So, we need to be sneaky. We recognize that when the base and the power are the same, we simply add or subtract the coefficients. For example:

3(2^8) + 7(2^8) = 10(2^8)

Therefore, in order to add or subtract, we need to equalize the exponents. Before going to the actual question, let's look at the simpler example I posted above:

3(2^9) + 7(2^8)

Most people find it easiest to reduce the bigger exponent to match the smaller one. So, in this case, let's reduce 2^9 to 2^8.

To do so, we use our multiplication rule:

x^a * x^b = x^(a+b)

in reverse. We can expand 2^9 to:

2^8 * 2^1

and rewrite the entire expression as:

3(2^1)(2^8) + 7(2^8)

or

6(2^8) + 7(2^8)

Finally, we add the coefficients to get:

13(2^8)

In essence, we've factored out the common term so we can add the powers together.

Let's focus on the left side of the equation posted:

2^x - 2^(x-2)

This question is a bit trickier because of the x-2 in the exponent, but here's a fundamental rule of math: no matter how strange things look, the same basic rules apply.

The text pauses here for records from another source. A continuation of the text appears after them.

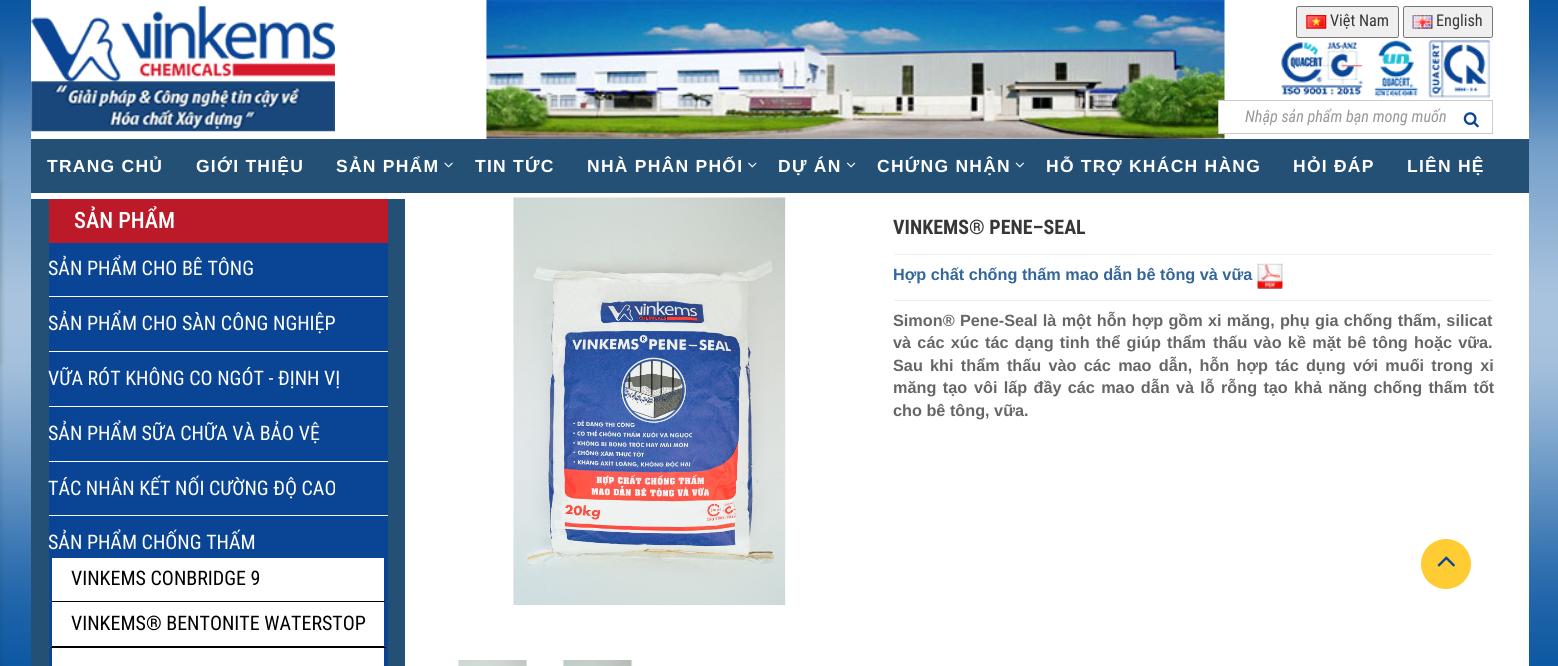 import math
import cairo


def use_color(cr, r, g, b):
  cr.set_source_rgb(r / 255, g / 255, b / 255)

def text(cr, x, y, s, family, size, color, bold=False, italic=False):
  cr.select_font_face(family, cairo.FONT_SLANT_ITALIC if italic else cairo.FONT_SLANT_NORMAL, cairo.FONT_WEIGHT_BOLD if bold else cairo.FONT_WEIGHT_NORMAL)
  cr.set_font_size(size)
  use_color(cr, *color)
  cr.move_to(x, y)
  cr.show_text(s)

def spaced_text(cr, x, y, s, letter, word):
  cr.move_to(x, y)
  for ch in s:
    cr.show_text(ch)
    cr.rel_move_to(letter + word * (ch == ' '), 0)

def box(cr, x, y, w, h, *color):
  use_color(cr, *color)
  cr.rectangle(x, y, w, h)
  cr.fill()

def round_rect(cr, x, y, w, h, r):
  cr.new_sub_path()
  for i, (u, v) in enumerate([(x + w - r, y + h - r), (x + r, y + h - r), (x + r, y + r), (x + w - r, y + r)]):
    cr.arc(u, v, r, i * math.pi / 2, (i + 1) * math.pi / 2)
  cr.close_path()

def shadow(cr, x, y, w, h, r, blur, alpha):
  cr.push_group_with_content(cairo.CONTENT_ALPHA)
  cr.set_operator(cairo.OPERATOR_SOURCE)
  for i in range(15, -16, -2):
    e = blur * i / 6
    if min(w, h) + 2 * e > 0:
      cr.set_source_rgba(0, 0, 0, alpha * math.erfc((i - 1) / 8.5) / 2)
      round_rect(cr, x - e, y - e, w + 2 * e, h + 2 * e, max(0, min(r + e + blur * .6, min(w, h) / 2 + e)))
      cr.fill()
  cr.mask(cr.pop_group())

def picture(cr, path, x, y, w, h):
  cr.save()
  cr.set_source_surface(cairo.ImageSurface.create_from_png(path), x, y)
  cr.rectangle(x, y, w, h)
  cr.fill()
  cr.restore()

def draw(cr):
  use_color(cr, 255, 255, 255)
  cr.paint()
  picture(cr, "img_01.png", 0, 0, 1558, 666)
  box(cr, 31, 0, 1498, 666, 255, 255, 255)
  picture(cr, "img_02.png", 486, 0, 744, 139)
  picture(cr, "img_03.png", 31, 6, 304, 126)
  use_color(cr, 239, 239, 239)
  round_rect(cr, 1296.5, 6.5, 102, 31, 2)
  cr.fill_preserve()
  use_color(cr, 118, 118, 118)
  cr.set_line_width(1)
  cr.stroke()
  picture(cr, "img_04.png", 1306, 15, 21, 14)
  use_color(cr, 239, 239, 239)
  round_rect(cr, 1403.5, 6.5, 89, 31, 2)
  cr.fill_preserve()
  use_color(cr, 118, 118, 118)
  cr.stroke()
  picture(cr, "img_05.png", 1412, 15, 21, 14)
  picture(cr, "img_06.png", 1281, 39, 210, 59)
  box(cr, 1219, 101, 11, 32, 255, 255, 255)
  cr.rectangle(1218.5, 100.5, 274, 33)
  use_color(cr, 204, 204, 204)
  cr.stroke()
  picture(cr, "img_07.png", 1463, 112, 16, 16)
  box(cr, 31, 139, 1498, 54, 36, 80, 117)
  picture(cr, "img_08.png", 444, 162, 9, 6)
  picture(cr, "img_09.png", 748, 162, 9, 6)
  picture(cr, "img_10.png", 846, 162, 10, 6)
  picture(cr, "img_11.png", 1015, 162, 9, 6)
  use_color(cr, 0, 0, 0)
  shadow(cr, -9, 58, 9, 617, 0, 3, 0.15)
  shadow(cr, -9, 183, 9, 180, 0, 3, 0.15)
  box(cr, 31, 199, 374, 467, 36, 80, 117)
  box(cr, 49, 199, 339, 44, 189, 26, 41)
  box(cr, 49, 243, 339, 315, 10, 69, 149)
  box(cr, 49, 296, 339, 1, 255, 255, 255)
  box(cr, 49, 351, 339, 1, 255, 255, 255)
  box(cr, 49, 406, 339, 1, 255, 255, 255)
  box(cr, 49, 461, 339, 1, 255, 255, 255)
  box(cr, 49, 515, 339, 1, 255, 255, 255)
  box(cr, 49, 558, 339, 108, 255, 255, 255)
  use_color(cr, 10, 69, 149)
  cr.new_path()
  cr.move_to(388, 558)
  cr.line_to(388, 602)
  cr.line_to(384, 601)
  cr.line_to(384, 558)
  cr.close_path()
  cr.fill()
  use_color(cr, 0, 0, 0)
  cr.new_path()
  cr.move_to(388, 602)
  cr.line_to(49, 602)
  cr.line_to(52, 601)
  cr.line_to(384, 601)
  cr.close_path()
  cr.fill()
  use_color(cr, 10, 69, 149)
  cr.new_path()
  cr.move_to(49, 602)
  cr.line_to(49, 558)
  cr.line_to(52, 558)
  cr.line_to(52, 601)
  cr.close_path()
  cr.fill()
  cr.new_path()
  cr.move_to(388, 602)
  cr.line_to(388, 648)
  cr.line_to(384, 646)
  cr.line_to(384, 602)
  cr.close_path()
  cr.fill()
  use_color(cr, 0, 0, 0)
  cr.new_path()
  cr.move_to(388, 648)
  cr.line_to(49, 648)
  cr.line_to(52, 646)
  cr.line_to(384, 646)
  cr.close_path()
  cr.fill()
  use_color(cr, 10, 69, 149)
  cr.new_path()
  cr.move_to(49, 648)
  cr.line_to(49, 602)
  cr.line_to(52, 602)
  cr.line_to(52, 646)
  cr.close_path()
  cr.fill()
  cr.new_path()
  cr.move_to(388, 648)
  cr.line_to(388, 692)
  cr.line_to(384, 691)
  cr.line_to(384, 648)
  cr.close_path()
  cr.fill()
  cr.new_path()
  cr.move_to(49, 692)
  cr.line_to(49, 648)
  cr.line_to(52, 648)
  cr.line_to(52, 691)
  cr.close_path()
  cr.fill()
  picture(cr, "img_12.png", 513, 197, 273, 408)
  picture(cr, "img_13.png", 458, 660, 69, 6)
  picture(cr, "img_14.png", 563, 660, 70, 6)
  box(cr, 894, 254, 599, 1, 238, 238, 238)
  picture(cr, "img_15.png", 1257, 263, 26, 26)
  box(cr, 894, 300, 599, 1, 238, 238, 238)
  use_color(cr, 255, 204, 51)
  cr.arc(1446, 564, 25, 0, 2 * math.pi)
  cr.fill()
  picture(cr, "img_16.png", 1437, 556, 18, 11)
  text(cr, 1330, 26, "Việt Nam", "Roboto Condensed", 16.25, (56, 55, 55))
  text(cr, 1436, 26, "English", "Roboto Condensed", 16.25, (56, 55, 55))
  text(cr, 1245, 122, "Nhập sản phẩm bạn mong muốn", "Roboto Condensed", 16.25, (153, 153, 153), italic=True)
  cr.select_font_face("Liberation Sans", cairo.FONT_SLANT_NORMAL, cairo.FONT_WEIGHT_BOLD)
  cr.set_font_size(17.5)
  use_color(cr, 255, 255, 255)
  spaced_text(cr, 47, 172, "TRANG CHỦ", 1.25, 0)
  spaced_text(cr, 196, 172, "GIỚI THIỆU", 1.25, 0)
  spaced_text(cr, 336, 172, "SẢN PHẨM", 1.25, 0)
  spaced_text(cr, 475, 172, "TIN TỨC", 1.25, 0)
  spaced_text(cr, 587, 172, "NHÀ PHÂN PHỐI", 1.25, 0)
  spaced_text(cr, 778, 172, "DỰ ÁN", 1.25, 0)
  spaced_text(cr, 877, 172, "CHỨNG NHẬN", 1.25, 0)
  spaced_text(cr, 1046, 172, "HỖ TRỢ KHÁCH HÀNG", 1.25, 0)
  spaced_text(cr, 1293, 172, "HỎI ĐÁP", 1.25, 0)
  spaced_text(cr, 1407, 172, "LIÊN HỆ", 1.25, 0)
  text(cr, 74, 228, "SẢN PHẨM", "Roboto Condensed Medium", 22.5, (255, 255, 255))
  text(cr, 48, 275, "SẢN PHẨM CHO BÊ TÔNG", "Roboto Condensed", 20, (255, 255, 255))
  text(cr, 48, 330, "SẢN PHẨM CHO SÀN CÔNG NGHIỆP", "Roboto Condensed", 20, (255, 255, 255))
  text(cr, 48, 385, "VỮA RÓT KHÔNG CO NGÓT - ĐỊNH VỊ", "Roboto Condensed", 20, (255, 255, 255))
  text(cr, 48, 440, "SẢN PHẨM SỮA CHỮA VÀ BẢO VỆ", "Roboto Condensed", 20, (255, 255, 255))
  text(cr, 48, 495, "TÁC NHÂN KẾT NỐI CƯỜNG ĐỘ CAO", "Roboto Condensed", 20, (255, 255, 255))
  text(cr, 48, 549, "SẢN PHẨM CHỐNG THẤM", "Roboto Condensed", 20, (255, 255, 255))
  text(cr, 71, 585, "VINKEMS CONBRIDGE 9", "Roboto Condensed", 20, (0, 0, 0))
  text(cr, 71, 630, "VINKEMS® BENTONITE WATERSTOP", "Roboto Condensed", 20, (0, 0, 0))
  text(cr, 893, 234, "VINKEMS® PENE–SEAL", "Roboto Condensed", 20, (56, 55, 55), bold=True)
  text(cr, 893, 280, "Hợp chất chống thấm mao dẫn bê tông và vữa", "Liberation Sans", 16.25, (51, 102, 153), bold=True)
  use_color(cr, 102, 102, 102)
  spaced_text(cr, 893, 326, "Simon® Pene-Seal là một hỗn hợp gồm xi măng, phụ gia chống thấm, silicat", 0, 0.75)
  spaced_text(cr, 893, 348, "và các xúc tác dạng tinh thể giúp thẩm", 0, 1.75)
  spaced_text(cr, 1213, 348, "thấu vào kề mặt bê tông hoặc vữa.", 0, 1.75)
  spaced_text(cr, 893, 371, "Sau khi thẩm thấu vào các mao dẫn, hỗn hợp tác dụng với muối trong xi", 0, 2.75)
  spaced_text(cr, 893, 393, "măng tạo", 0, 2)
  spaced_text(cr, 974, 393, "vôi lấp đầy các mao dẫn và lỗ rỗng tạo khả năng chống thấm tốt", 0, 1.75)
  text(cr, 893, 416, "cho bê tông, vữa.", "Liberation Sans", 16.25, (102, 102, 102), bold=True)


surface = cairo.ImageSurface(cairo.FORMAT_RGB24, 1558, 666)
cr = cairo.Context(surface)
options = cairo.FontOptions()
options.set_hint_metrics(cairo.HINT_METRICS_OFF)
options.set_hint_style(cairo.HINT_STYLE_NONE)
cr.set_font_options(options)
cr.set_miter_limit(4)
draw(cr)
surface.write_to_png("out.png")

So, let's equalize the exponents to (x-2), the smaller power.

We can rewrite 2^x as (2^(x-2)) * 2^2. Now we have:

2^2 * 2^(x-2) - 2^(x-2)

4(2^(x-2)) - 1(2^(x-2))

3(2^(x-2))

going back to the full equation:

3(2^(x-2)) = 3(2^13)

2^(x-2) = 2^13

x-2 = 13

x=15

Once you understand the theory and approach, you can answer these questions very quickly.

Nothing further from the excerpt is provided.